● What to produce
Reproduce the records precisely. Every line should be included.

● Data for the task
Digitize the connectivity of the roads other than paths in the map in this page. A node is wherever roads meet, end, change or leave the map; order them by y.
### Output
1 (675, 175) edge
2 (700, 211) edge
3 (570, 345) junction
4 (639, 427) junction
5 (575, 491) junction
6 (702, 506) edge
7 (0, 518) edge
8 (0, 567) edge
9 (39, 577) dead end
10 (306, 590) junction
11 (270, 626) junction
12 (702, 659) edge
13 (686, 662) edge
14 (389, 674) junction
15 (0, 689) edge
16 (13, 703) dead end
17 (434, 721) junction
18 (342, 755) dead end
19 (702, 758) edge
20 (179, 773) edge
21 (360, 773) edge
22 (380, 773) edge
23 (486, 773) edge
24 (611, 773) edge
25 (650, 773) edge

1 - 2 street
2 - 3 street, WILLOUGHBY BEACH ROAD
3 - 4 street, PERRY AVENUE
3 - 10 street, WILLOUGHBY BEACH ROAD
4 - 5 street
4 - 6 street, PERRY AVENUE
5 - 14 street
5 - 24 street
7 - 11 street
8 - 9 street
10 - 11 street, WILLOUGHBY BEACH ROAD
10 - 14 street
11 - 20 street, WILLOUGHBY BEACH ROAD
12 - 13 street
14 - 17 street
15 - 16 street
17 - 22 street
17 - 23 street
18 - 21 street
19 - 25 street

● Answer area
Digitize the connectivity of the roads other than paths in the map in this page. A node is wherever roads meet, end, change or leave the map; order them by y.
### Output
1 (675, 175) edge
2 (700, 211) edge
3 (570, 345) junction
4 (639, 427) junction
5 (575, 491) junction
6 (702, 506) edge
7 (0, 518) edge
8 (0, 567) edge
9 (39, 577) dead end
10 (306, 590) junction
11 (270, 626) junction
12 (702, 659) edge
13 (686, 662) edge
14 (389, 674) junction
15 (0, 689) edge
16 (13, 703) dead end
17 (434, 721) junction
18 (342, 755) dead end
19 (702, 758) edge
20 (179, 773) edge
21 (360, 773) edge
22 (380, 773) edge
23 (486, 773) edge
24 (611, 773) edge
25 (650, 773) edge

1 - 2 street
2 - 3 street, WILLOUGHBY BEACH ROAD
3 - 4 street, PERRY AVENUE
3 - 10 street, WILLOUGHBY BEACH ROAD
4 - 5 street
4 - 6 street, PERRY AVENUE
5 - 14 street
5 - 24 street
7 - 11 street
8 - 9 street
10 - 11 street, WILLOUGHBY BEACH ROAD
10 - 14 street
11 - 20 street, WILLOUGHBY BEACH ROAD
12 - 13 street
14 - 17 street
15 - 16 street
17 - 22 street
17 - 23 street
18 - 21 street
19 - 25 street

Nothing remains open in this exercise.